Instructions to follow:
When you transcribe the entries, reproduce every character and exclude the images.

Dataset extract:
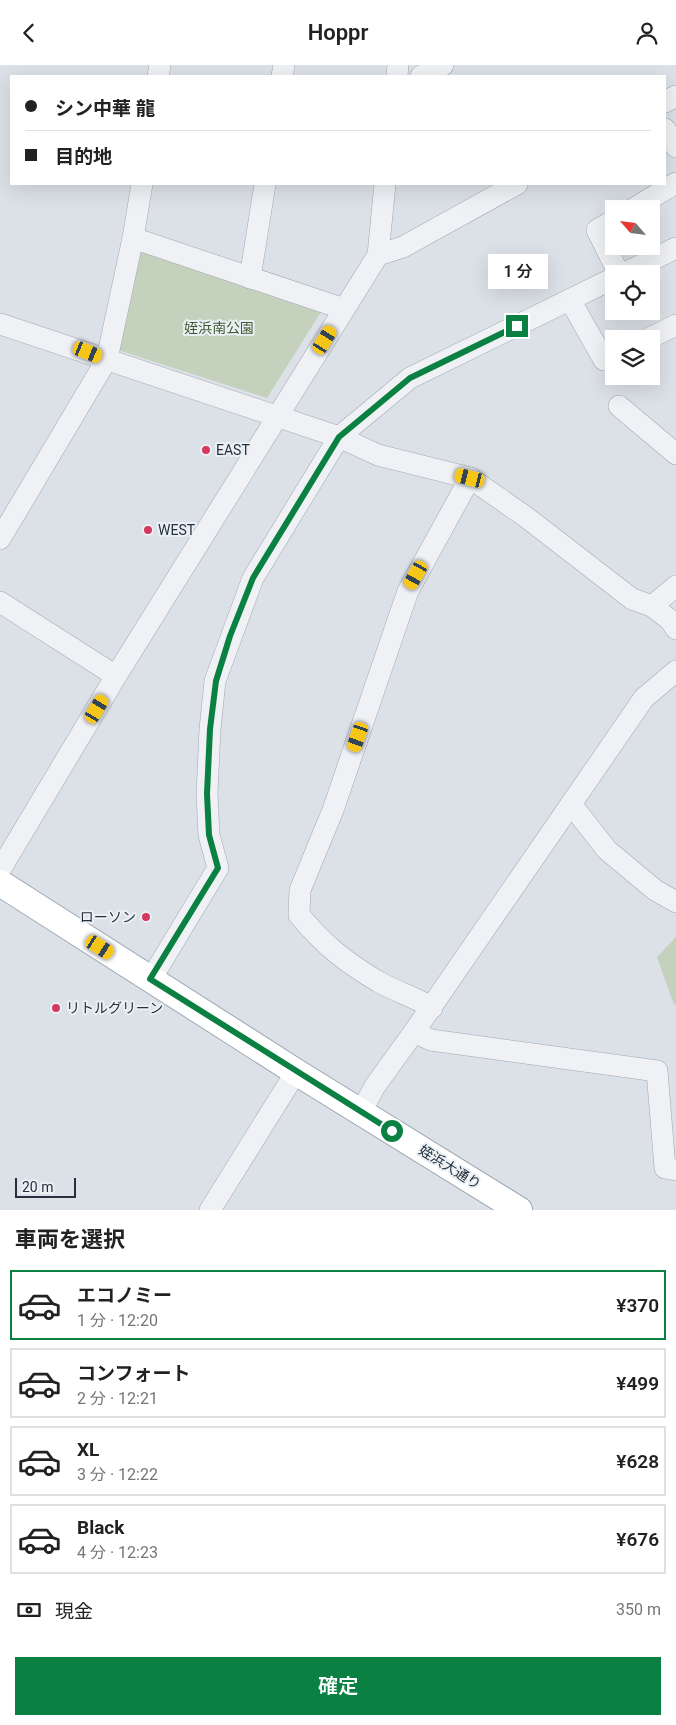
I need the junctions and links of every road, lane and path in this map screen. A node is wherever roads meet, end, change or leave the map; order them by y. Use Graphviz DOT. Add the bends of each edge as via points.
graph roads {
  1 [pos="443,65"];
  2 [pos="423,75"];
  3 [pos="666,131"];
  4 [pos="676,147"];
  5 [pos="676,183"];
  6 [pos="142,185"];
  7 [pos="265,185"];
  8 [pos="385,185"];
  9 [pos="515,185"];
  10 [pos="648,200"];
  11 [pos="605,226"];
  12 [pos="133,238"];
  13 [pos="605,245"];
  14 [pos="676,248"];
  15 [pos="378,255"];
  16 [pos="640,265"];
  17 [pos="250,278"];
  18 [pos="605,282"];
  19 [pos="570,300"];
  20 [pos="344,309"];
  21 [pos="0,323"];
  22 [pos="676,325"];
  23 [pos="660,333"];
  24 [pos="107,359"];
  25 [pos="605,360"];
  26 [pos="619,406"];
  27 [pos="277,416"];
  28 [pos="339,437"];
  29 [pos="676,454"];
  30 [pos="470,478"];
  31 [pos="0,539"];
  32 [pos="676,586"];
  33 [pos="0,602"];
  34 [pos="652,606"];
  35 [pos="676,629"];
  36 [pos="676,671"];
  37 [pos="116,676"];
  38 [pos="571,804"];
  39 [pos="0,870"];
  40 [pos="0,883"];
  41 [pos="676,902"];
  42 [pos="150,979"];
  43 [pos="432,1008"];
  44 [pos="414,1032"];
  45 [pos="296,1072"];
  46 [pos="361,1112"];
  47 [pos="676,1169"];
  48 [pos="210,1210"];
  49 [pos="519,1210"];
  1 -- 2 [label="street"];
  3 -- 4 [label="street"];
  5 -- 10 [label="street"];
  6 -- 12 [label="street"];
  7 -- 17 [label="street"];
  8 -- 15 [label="street"];
  9 -- 15 [label="street" via="403,247"];
  11 -- 13 [label="street" via="597,231"];
  12 -- 17 [label="street"];
  12 -- 24 [label="street"];
  14 -- 16 [label="street"];
  15 -- 20 [label="street"];
  17 -- 20 [label="street"];
  18 -- 19 [label="street"];
  19 -- 25 [label="street"];
  19 -- 28 [label="street" via="410,378"];
  20 -- 27 [label="street"];
  21 -- 24 [label="street"];
  22 -- 23 [label="street"];
  24 -- 27 [label="street"];
  24 -- 31 [label="street"];
  26 -- 29 [label="street"];
  27 -- 28 [label="street"];
  27 -- 37 [label="street"];
  28 -- 30 [label="street" via="378,455"];
  28 -- 42 [label="street" via="253,578 230,636 216,681 210,729 209,835 218,868"];
  30 -- 34 [label="street" via="632,599"];
  30 -- 43 [label="street" via="408,591 333,810 300,890 299,915 337,956 381,983"];
  32 -- 34 [label="street"];
  33 -- 37 [label="street"];
  34 -- 35 [label="street"];
  36 -- 38 [label="street" via="644,698"];
  37 -- 39 [label="street"];
  38 -- 41 [label="street" via="607,850 655,890"];
  38 -- 43 [label="street"];
  40 -- 42 [label="main road, 姪浜大通り"];
  42 -- 45 [label="main road, 姪浜大通り"];
  43 -- 44 [label="street"];
  44 -- 46 [label="street" via="375,1086"];
  44 -- 47 [label="street" via="432,1040 657,1071 665,1168"];
  45 -- 46 [label="main road, 姪浜大通り"];
  45 -- 48 [label="street"];
  46 -- 49 [label="main road, 姪浜大通り"];
}
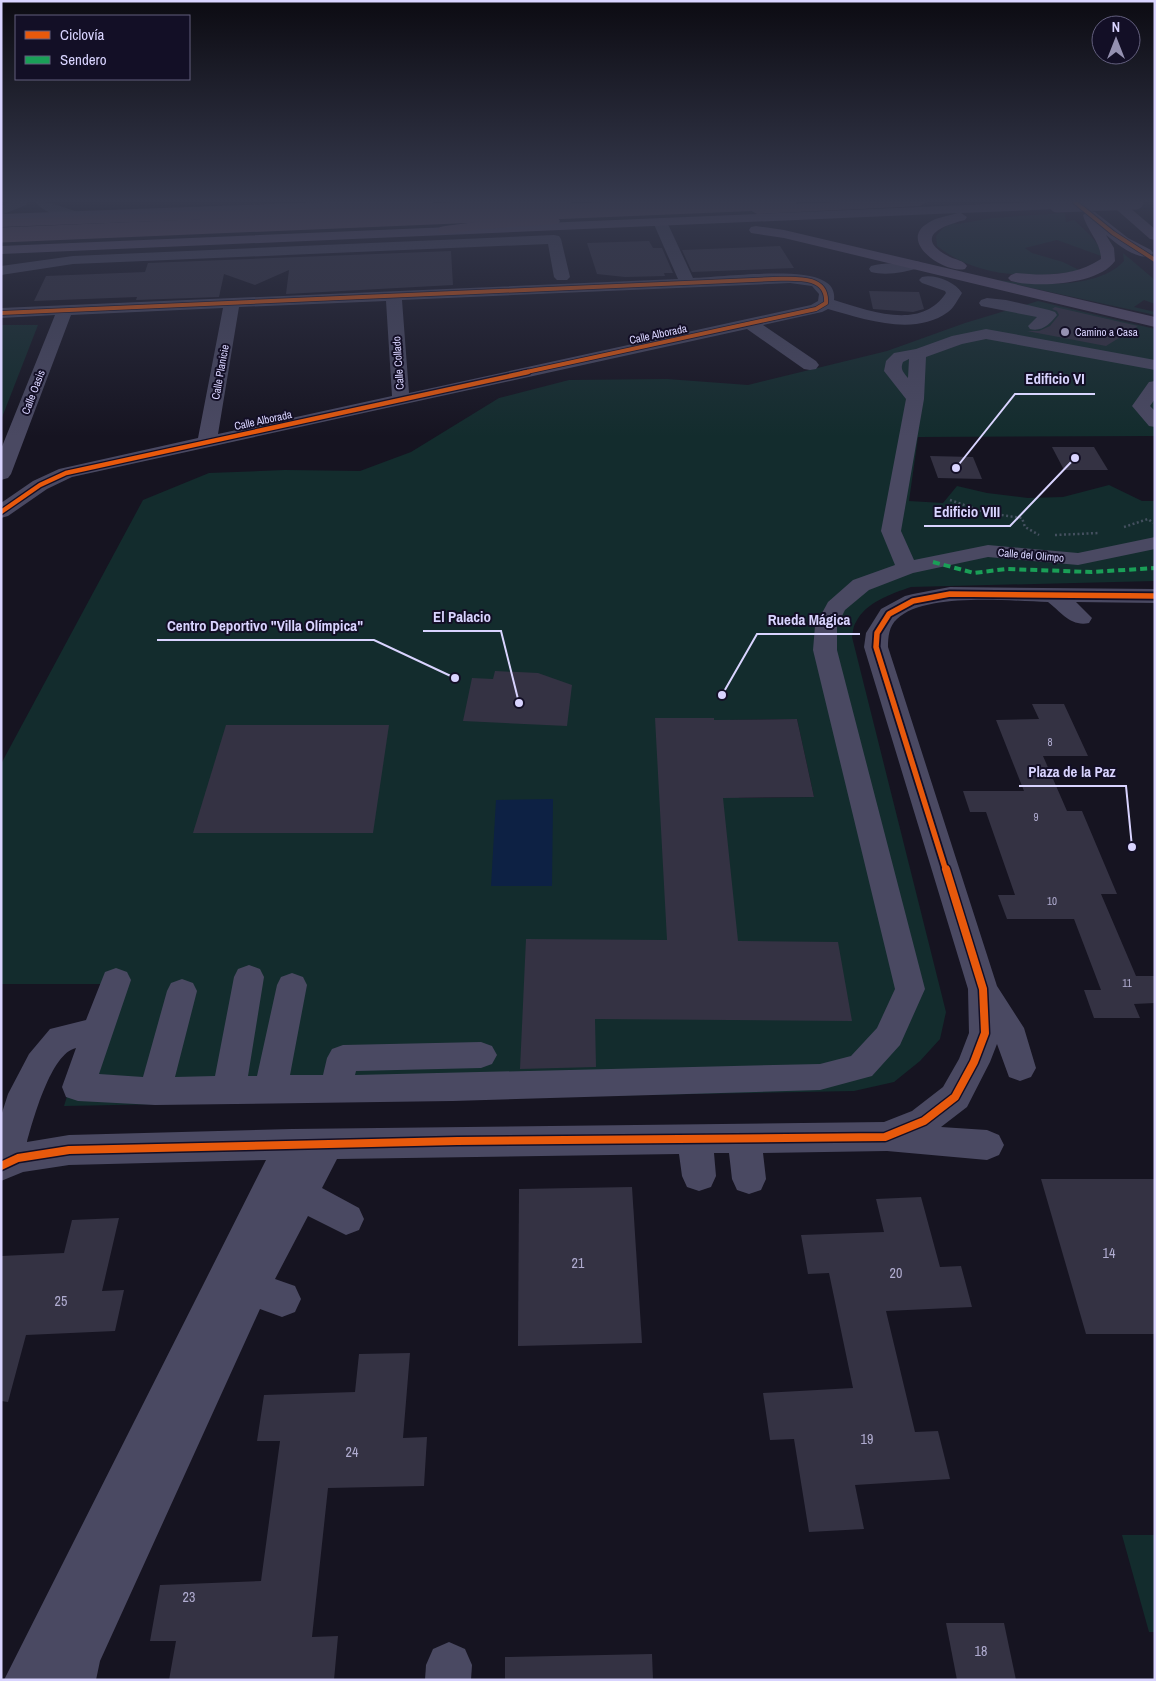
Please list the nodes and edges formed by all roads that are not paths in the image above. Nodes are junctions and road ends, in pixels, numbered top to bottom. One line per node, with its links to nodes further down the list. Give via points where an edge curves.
1 (732, 280): 5 (street)
2 (808, 280): 9 (street, via 826,288 829,295)
3 (928, 280): 9 (street, via 951,288 954,293 950,302 929,317 886,319)
4 (981, 280): 7 (main road)
5 (687, 282): 6 (street)
6 (394, 296): 8 (street); 20 (street, Calle Collado)
7 (1055, 298): 10 (street, via 1037,319 1006,305); 13 (main road)
8 (232, 303): 11 (street); 22 (street, Calle Planicie)
9 (826, 303): 14 (street, Calle Alborada, via 816,309)
10 (987, 304)
11 (64, 310): 12 (street); 23 (street, Calle Oasis)
12 (1, 313)
13 (1155, 322)
14 (750, 324): 17 (street); 20 (street, Calle Alborada)
15 (918, 354): 16 (street, via 986,334); 19 (street); 19 (street, via 902,354 892,365 893,371)
16 (1155, 365)
17 (810, 366)
18 (1155, 386): 21 (street, via 1141,406)
19 (915, 399): 26 (street, via 890,531)
20 (401, 401): 22 (street, Calle Alborada)
21 (1152, 416)
22 (208, 442): 24 (street, Calle Alborada, via 66,473 40,484)
23 (1, 474)
24 (1, 512)
25 (1155, 543): 26 (street, Calle del Olimpo, via 1078,558 988,551)
26 (907, 568): 38 (street, Calle del Olimpo, via 861,585 836,607 826,626 825,650 910,989 889,1036 861,1067 820,1077)
27 (1054, 595): 28 (street); 29 (street); 33 (street, via 950,594 913,601 890,614 877,633 876,647)
28 (1148, 603)
29 (1081, 618)
30 (249, 977): 40 (street)
31 (116, 980): 35 (street)
32 (292, 985): 39 (street)
33 (984, 989): 37 (street, via 1008,1028); 42 (street, via 985,1033 974,1062 955,1096 924,1121)
34 (182, 991): 41 (street)
35 (97, 1031): 41 (street, Calle del Olimpo, via 78,1087); 47 (street, via 61,1038 40,1062 25,1094)
36 (481, 1055): 38 (street, via 343,1058)
37 (1020, 1068)
38 (336, 1088): 39 (street, Calle del Olimpo)
39 (271, 1089): 40 (street, Calle del Olimpo)
40 (229, 1090): 41 (street, Calle del Olimpo)
41 (155, 1091)
42 (885, 1137): 44 (street); 46 (street)
43 (695, 1139): 44 (street); 45 (street); 48 (street)
44 (744, 1139): 49 (street)
45 (310, 1144): 47 (street, via 69,1150 18,1158); 50 (street); 52 (street)
46 (987, 1145)
47 (2, 1165)
48 (699, 1176)
49 (749, 1179)
50 (299, 1194): 51 (street); 53 (street, via 267,1294 78,1658)
51 (346, 1219)
52 (28, 1680)
53 (73, 1680)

Problem solution:
I need the junctions and links of every road, lane and path in this map screen. A node is wherever roads meet, end, change or leave the map; order them by y. Use Graphviz DOT. Add the bends of each edge as via points.
graph roads {
  1 [pos="443,65"];
  2 [pos="423,75"];
  3 [pos="666,131"];
  4 [pos="676,147"];
  5 [pos="676,183"];
  6 [pos="142,185"];
  7 [pos="265,185"];
  8 [pos="385,185"];
  9 [pos="515,185"];
  10 [pos="648,200"];
  11 [pos="605,226"];
  12 [pos="133,238"];
  13 [pos="605,245"];
  14 [pos="676,248"];
  15 [pos="378,255"];
  16 [pos="640,265"];
  17 [pos="250,278"];
  18 [pos="605,282"];
  19 [pos="570,300"];
  20 [pos="344,309"];
  21 [pos="0,323"];
  22 [pos="676,325"];
  23 [pos="660,333"];
  24 [pos="107,359"];
  25 [pos="605,360"];
  26 [pos="619,406"];
  27 [pos="277,416"];
  28 [pos="339,437"];
  29 [pos="676,454"];
  30 [pos="470,478"];
  31 [pos="0,539"];
  32 [pos="676,586"];
  33 [pos="0,602"];
  34 [pos="652,606"];
  35 [pos="676,629"];
  36 [pos="676,671"];
  37 [pos="116,676"];
  38 [pos="571,804"];
  39 [pos="0,870"];
  40 [pos="0,883"];
  41 [pos="676,902"];
  42 [pos="150,979"];
  43 [pos="432,1008"];
  44 [pos="414,1032"];
  45 [pos="296,1072"];
  46 [pos="361,1112"];
  47 [pos="676,1169"];
  48 [pos="210,1210"];
  49 [pos="519,1210"];
  1 -- 2 [label="street"];
  3 -- 4 [label="street"];
  5 -- 10 [label="street"];
  6 -- 12 [label="street"];
  7 -- 17 [label="street"];
  8 -- 15 [label="street"];
  9 -- 15 [label="street" via="403,247"];
  11 -- 13 [label="street" via="597,231"];
  12 -- 17 [label="street"];
  12 -- 24 [label="street"];
  14 -- 16 [label="street"];
  15 -- 20 [label="street"];
  17 -- 20 [label="street"];
  18 -- 19 [label="street"];
  19 -- 25 [label="street"];
  19 -- 28 [label="street" via="410,378"];
  20 -- 27 [label="street"];
  21 -- 24 [label="street"];
  22 -- 23 [label="street"];
  24 -- 27 [label="street"];
  24 -- 31 [label="street"];
  26 -- 29 [label="street"];
  27 -- 28 [label="street"];
  27 -- 37 [label="street"];
  28 -- 30 [label="street" via="378,455"];
  28 -- 42 [label="street" via="253,578 230,636 216,681 210,729 209,835 218,868"];
  30 -- 34 [label="street" via="632,599"];
  30 -- 43 [label="street" via="408,591 333,810 300,890 299,915 337,956 381,983"];
  32 -- 34 [label="street"];
  33 -- 37 [label="street"];
  34 -- 35 [label="street"];
  36 -- 38 [label="street" via="644,698"];
  37 -- 39 [label="street"];
  38 -- 41 [label="street" via="607,850 655,890"];
  38 -- 43 [label="street"];
  40 -- 42 [label="main road, 姪浜大通り"];
  42 -- 45 [label="main road, 姪浜大通り"];
  43 -- 44 [label="street"];
  44 -- 46 [label="street" via="375,1086"];
  44 -- 47 [label="street" via="432,1040 657,1071 665,1168"];
  45 -- 46 [label="main road, 姪浜大通り"];
  45 -- 48 [label="street"];
  46 -- 49 [label="main road, 姪浜大通り"];
}
Please list the nodes and edges formed by all roads that are not paths in the image above. Nodes are junctions and road ends, in pixels, numbered top to bottom. One line per node, with its links to nodes further down the list. Give via points where an edge curves.
1 (732, 280): 5 (street)
2 (808, 280): 9 (street, via 826,288 829,295)
3 (928, 280): 9 (street, via 951,288 954,293 950,302 929,317 886,319)
4 (981, 280): 7 (main road)
5 (687, 282): 6 (street)
6 (394, 296): 8 (street); 20 (street, Calle Collado)
7 (1055, 298): 10 (street, via 1037,319 1006,305); 13 (main road)
8 (232, 303): 11 (street); 22 (street, Calle Planicie)
9 (826, 303): 14 (street, Calle Alborada, via 816,309)
10 (987, 304)
11 (64, 310): 12 (street); 23 (street, Calle Oasis)
12 (1, 313)
13 (1155, 322)
14 (750, 324): 17 (street); 20 (street, Calle Alborada)
15 (918, 354): 16 (street, via 986,334); 19 (street); 19 (street, via 902,354 892,365 893,371)
16 (1155, 365)
17 (810, 366)
18 (1155, 386): 21 (street, via 1141,406)
19 (915, 399): 26 (street, via 890,531)
20 (401, 401): 22 (street, Calle Alborada)
21 (1152, 416)
22 (208, 442): 24 (street, Calle Alborada, via 66,473 40,484)
23 (1, 474)
24 (1, 512)
25 (1155, 543): 26 (street, Calle del Olimpo, via 1078,558 988,551)
26 (907, 568): 38 (street, Calle del Olimpo, via 861,585 836,607 826,626 825,650 910,989 889,1036 861,1067 820,1077)
27 (1054, 595): 28 (street); 29 (street); 33 (street, via 950,594 913,601 890,614 877,633 876,647)
28 (1148, 603)
29 (1081, 618)
30 (249, 977): 40 (street)
31 (116, 980): 35 (street)
32 (292, 985): 39 (street)
33 (984, 989): 37 (street, via 1008,1028); 42 (street, via 985,1033 974,1062 955,1096 924,1121)
34 (182, 991): 41 (street)
35 (97, 1031): 41 (street, Calle del Olimpo, via 78,1087); 47 (street, via 61,1038 40,1062 25,1094)
36 (481, 1055): 38 (street, via 343,1058)
37 (1020, 1068)
38 (336, 1088): 39 (street, Calle del Olimpo)
39 (271, 1089): 40 (street, Calle del Olimpo)
40 (229, 1090): 41 (street, Calle del Olimpo)
41 (155, 1091)
42 (885, 1137): 44 (street); 46 (street)
43 (695, 1139): 44 (street); 45 (street); 48 (street)
44 (744, 1139): 49 (street)
45 (310, 1144): 47 (street, via 69,1150 18,1158); 50 (street); 52 (street)
46 (987, 1145)
47 (2, 1165)
48 (699, 1176)
49 (749, 1179)
50 (299, 1194): 51 (street); 53 (street, via 267,1294 78,1658)
51 (346, 1219)
52 (28, 1680)
53 (73, 1680)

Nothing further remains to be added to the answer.